The tragedy is confounding. There aren’t answers for why or how; no pat solutions or pretty words to make things better. We can’t make sense out of what is happening. I’m not here this morning to give you answers…it’s not why we gather. We ARE gathered to worship God with one another…the God of love and life and hope and justice…even in the midst of our doubts and questions and anger, we worship.
We gather to worship this morning, beginning our series on the Lord’s prayer, the prayer that Jesus taught us to pray…the central prayer of our Christian life. How appropriate, today, to be in an attitude of prayer. Jesus instructs us to begin: hallowed be God’s name. God’s name is holy. What is this holy name?
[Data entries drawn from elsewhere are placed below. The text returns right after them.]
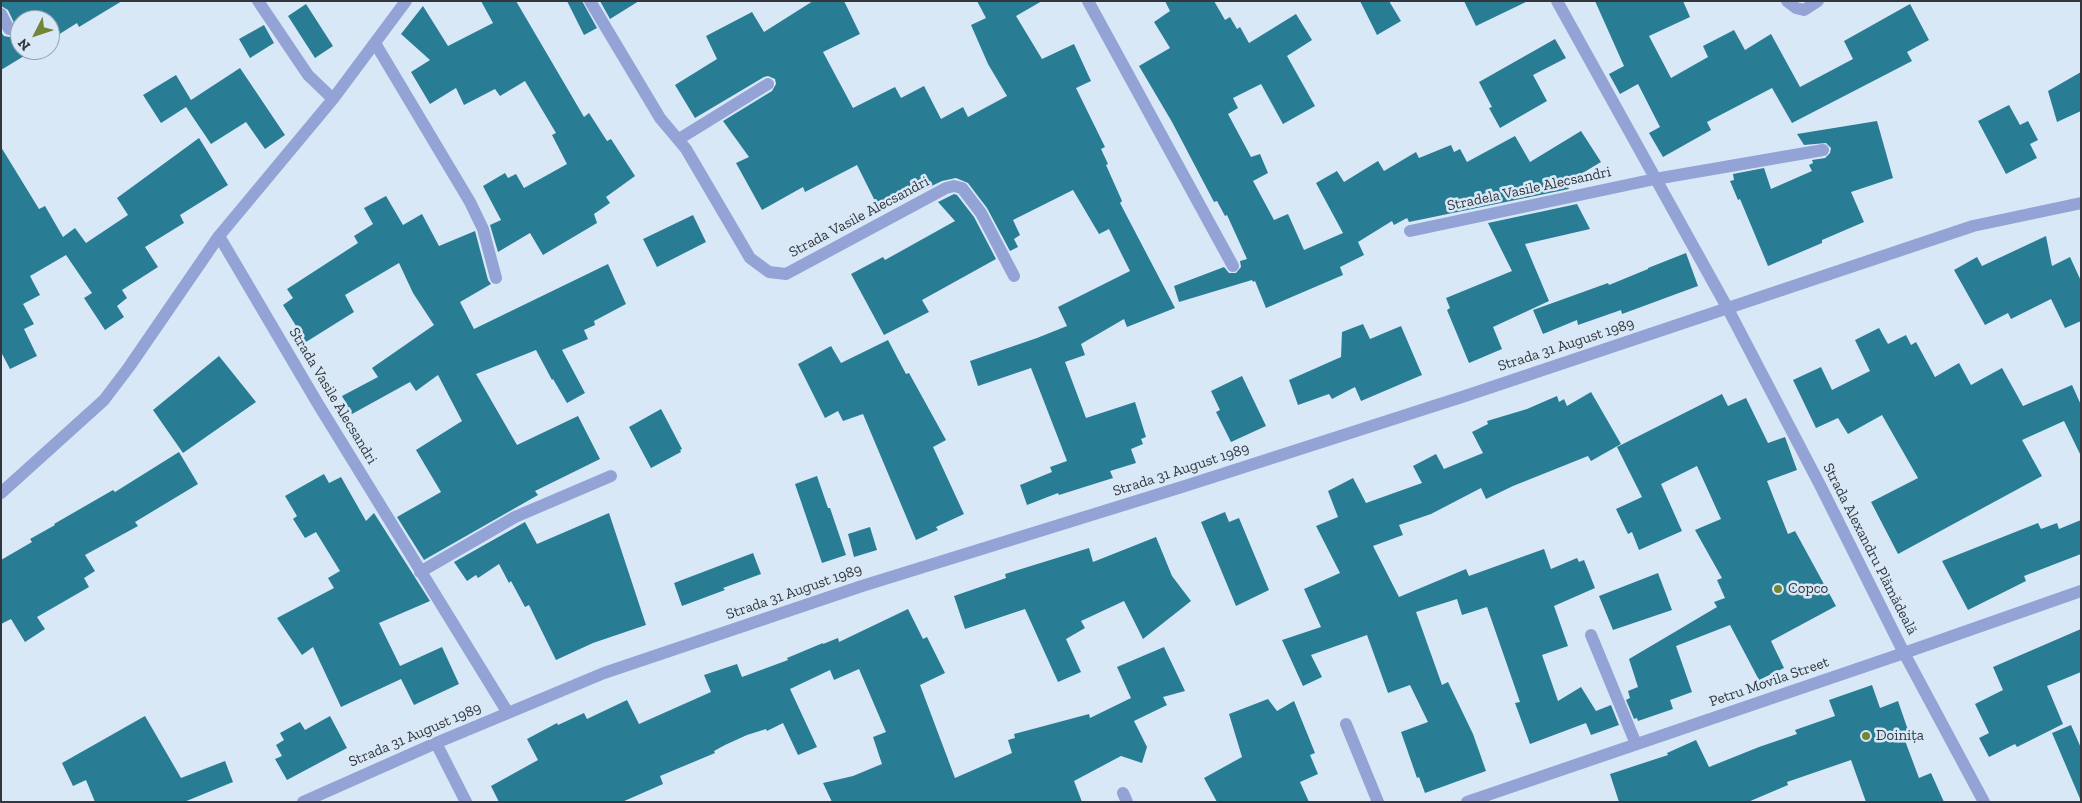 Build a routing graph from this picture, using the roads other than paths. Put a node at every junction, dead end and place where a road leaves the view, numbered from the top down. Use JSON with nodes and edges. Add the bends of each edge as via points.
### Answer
{"nodes":[{"id":1,"x":258,"y":1,"type":"edge"},
{"id":2,"x":406,"y":1,"type":"edge"},
{"id":3,"x":590,"y":1,"type":"edge"},
{"id":4,"x":1088,"y":1,"type":"edge"},
{"id":5,"x":1557,"y":1,"type":"edge"},
{"id":6,"x":1787,"y":1,"type":"edge"},
{"id":7,"x":1818,"y":1,"type":"edge"},
{"id":8,"x":1,"y":14,"type":"edge"},
{"id":9,"x":9,"y":29,"type":"dead end"},
{"id":10,"x":375,"y":43,"type":"junction"},
{"id":11,"x":768,"y":84,"type":"dead end"},
{"id":12,"x":332,"y":99,"type":"junction"},
{"id":13,"x":679,"y":139,"type":"junction"},
{"id":14,"x":1823,"y":150,"type":"dead end"},
{"id":15,"x":1656,"y":178,"type":"junction"},
{"id":16,"x":2081,"y":203,"type":"edge"},
{"id":17,"x":1410,"y":232,"type":"dead end"},
{"id":18,"x":219,"y":236,"type":"junction"},
{"id":19,"x":1233,"y":266,"type":"dead end"},
{"id":20,"x":1014,"y":276,"type":"dead end"},
{"id":21,"x":496,"y":278,"type":"dead end"},
{"id":22,"x":1728,"y":309,"type":"junction"},
{"id":23,"x":611,"y":476,"type":"dead end"},
{"id":24,"x":1,"y":493,"type":"edge"},
{"id":25,"x":420,"y":572,"type":"junction"},
{"id":26,"x":2081,"y":591,"type":"edge"},
{"id":27,"x":1592,"y":634,"type":"dead end"},
{"id":28,"x":1904,"y":654,"type":"junction"},
{"id":29,"x":508,"y":713,"type":"junction"},
{"id":30,"x":1346,"y":724,"type":"dead end"},
{"id":31,"x":436,"y":743,"type":"junction"},
{"id":32,"x":1636,"y":744,"type":"junction"},
{"id":33,"x":303,"y":802,"type":"edge"},
{"id":34,"x":466,"y":802,"type":"edge"},
{"id":35,"x":1378,"y":802,"type":"edge"},
{"id":36,"x":1467,"y":802,"type":"edge"},
{"id":37,"x":1984,"y":802,"type":"edge"}],
"edges":[{"from":1,"to":12,"type":"street","via":[[308,75]]},
{"from":2,"to":10,"type":"street"},
{"from":3,"to":13,"type":"street","name":"Strada Vasile Alecsandri","via":[[660,118]]},
{"from":4,"to":19,"type":"street"},
{"from":5,"to":15,"type":"street"},
{"from":6,"to":7,"type":"street","via":[[1804,10]]},
{"from":8,"to":9,"type":"street"},
{"from":10,"to":12,"type":"street"},
{"from":10,"to":21,"type":"street","via":[[484,229]]},
{"from":11,"to":13,"type":"street"},
{"from":12,"to":18,"type":"street"},
{"from":13,"to":20,"type":"street","name":"Strada Vasile Alecsandri","via":[[750,258],[769,272],[786,274],[954,186],[962,188],[981,213]]},
{"from":14,"to":15,"type":"street","name":"Stradela Vasile Alecsandri"},
{"from":15,"to":17,"type":"street","name":"Stradela Vasile Alecsandri"},
{"from":15,"to":22,"type":"street"},
{"from":16,"to":22,"type":"street","name":"Strada 31 August 1989","via":[[1974,226]]},
{"from":18,"to":24,"type":"street","via":[[104,400]]},
{"from":18,"to":25,"type":"street","name":"Strada Vasile Alecsandri"},
{"from":22,"to":28,"type":"street","name":"Strada Alexandru Plămădeală"},
{"from":22,"to":29,"type":"street","name":"Strada 31 August 1989","via":[[1186,486],[862,586],[604,673]]},
{"from":23,"to":25,"type":"street","via":[[515,516]]},
{"from":25,"to":29,"type":"street","name":"Strada Vasile Alecsandri"},
{"from":26,"to":28,"type":"street","name":"Petru Movila Street"},
{"from":27,"to":32,"type":"street"},
{"from":28,"to":32,"type":"street","name":"Petru Movila Street"},
{"from":28,"to":37,"type":"street","name":"Strada Alexandru Plămădeală"},
{"from":29,"to":31,"type":"street","name":"Strada 31 August 1989"},
{"from":30,"to":35,"type":"street"},
{"from":31,"to":33,"type":"street","name":"Strada 31 August 1989"},
{"from":31,"to":34,"type":"street"},
{"from":32,"to":36,"type":"street","name":"Petru Movila Street"}]}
We can’t always make sense out of it, especially in the light of such tragedy in the world. It’s confounding.
We meet Moses, in our reading from Exodus, Moses who can’t make sense out of this God who is speaking to him. Who asks God’s name, who wonders why he is called. Moses asks God, what is your name? Who should I tell people called me? God says to Moses: I am who I am. Another translation from the Hebrew is: I will be who I will be.
I am who I am. I will be who I will be.
That’s not the answer Moses was looking for. He’s left even more confused, and so are we.
Let’s back up, and review a bit of Moses’ story. He’s an Israelite by birth, one of the Hebrew people, people who were oppressed by the Egyptians. For years, the Egyptians kept the Israelites in slavery—a world of forced labor and violence and hatred. The hatred became so bitter, that the Pharaoh declared that all the male Hebrew children must be killed, for he did not want the people to prosper. When Moses was born, his mother, fearing for his safety, places him in a basket and floats him into the Nile river. Pharaoh’s daughter finds him, and Moses is raised as a favored one in the house of Egyptian power.
Still, though, Moses’ identity as a Hebrew was strong, and he couldn’t face the oppression of his people. So he killed an Egyptian and fled the palace to the mountains, the land of Midion. It was there that he married and got a job tending sheep. Life was peaceful again, safe.
But not for long. One day, Moses was minding his own business, on the mountain of Horeb, known as God’s mountain, watching his flock. But then something extraordinary happened: A bush was burning, but was not consumed. So he turns aside to stare at this bush, this miracle, before him. And a voice, God’s voice, says to him: Moses, take off your sandals, for you are standing on holy ground.
In a matter of minutes, Moses went from an average day at work to an unimaginable day in the presence of God.
Moses is confounded. Suddenly a bush is on fire but not burning up, he’s standing on holy ground, God is speaking, saying “I am the God of your ancestors”. It’s too much, and he has to hide his face. But God continues to call out and says: Moses, I have called you for a great purpose. You will be the one to lead your people out of slavery in Egypt. Return there, and with my presence and power and guidance, free your people from oppression and suffering.
Moses argues for a while—we’ve all been there, haven’t we? When we know God is calling us to something, but we don’t want to do it, don’t believe we’re worthy or ready or brave enough, and so we argue. But God doesn’t let Moses win. So Moses finally says to God: Well, when I go there, and I proclaim liberty for the Israelites in the name of God, who should I tell them sent me? Who are you? God says: I am who I am. I will be who I will be.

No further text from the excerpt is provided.